##### Records for this exercise

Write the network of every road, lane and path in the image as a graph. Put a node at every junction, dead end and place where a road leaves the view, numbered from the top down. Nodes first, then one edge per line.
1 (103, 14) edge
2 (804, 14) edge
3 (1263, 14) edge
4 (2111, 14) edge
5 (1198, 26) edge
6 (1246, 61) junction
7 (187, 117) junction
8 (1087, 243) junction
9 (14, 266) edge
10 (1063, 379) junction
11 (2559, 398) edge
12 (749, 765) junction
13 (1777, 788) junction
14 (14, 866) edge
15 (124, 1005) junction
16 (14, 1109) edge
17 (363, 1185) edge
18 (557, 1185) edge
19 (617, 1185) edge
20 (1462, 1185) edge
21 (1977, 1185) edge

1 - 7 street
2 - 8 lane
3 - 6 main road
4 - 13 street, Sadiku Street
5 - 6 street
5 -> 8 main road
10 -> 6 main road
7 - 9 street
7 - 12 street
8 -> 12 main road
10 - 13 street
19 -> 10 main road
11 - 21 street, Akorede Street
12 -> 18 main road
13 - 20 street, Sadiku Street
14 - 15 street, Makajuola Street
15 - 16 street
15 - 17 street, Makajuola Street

##########

- **Exercise aim**: Each line of the material above should be restated word for word.

- **Task output**:
Write the network of every road, lane and path in the image as a graph. Put a node at every junction, dead end and place where a road leaves the view, numbered from the top down. Nodes first, then one edge per line.
1 (103, 14) edge
2 (804, 14) edge
3 (1263, 14) edge
4 (2111, 14) edge
5 (1198, 26) edge
6 (1246, 61) junction
7 (187, 117) junction
8 (1087, 243) junction
9 (14, 266) edge
10 (1063, 379) junction
11 (2559, 398) edge
12 (749, 765) junction
13 (1777, 788) junction
14 (14, 866) edge
15 (124, 1005) junction
16 (14, 1109) edge
17 (363, 1185) edge
18 (557, 1185) edge
19 (617, 1185) edge
20 (1462, 1185) edge
21 (1977, 1185) edge

1 - 7 street
2 - 8 lane
3 - 6 main road
4 - 13 street, Sadiku Street
5 - 6 street
5 -> 8 main road
10 -> 6 main road
7 - 9 street
7 - 12 street
8 -> 12 main road
10 - 13 street
19 -> 10 main road
11 - 21 street, Akorede Street
12 -> 18 main road
13 - 20 street, Sadiku Street
14 - 15 street, Makajuola Street
15 - 16 street
15 - 17 street, Makajuola Street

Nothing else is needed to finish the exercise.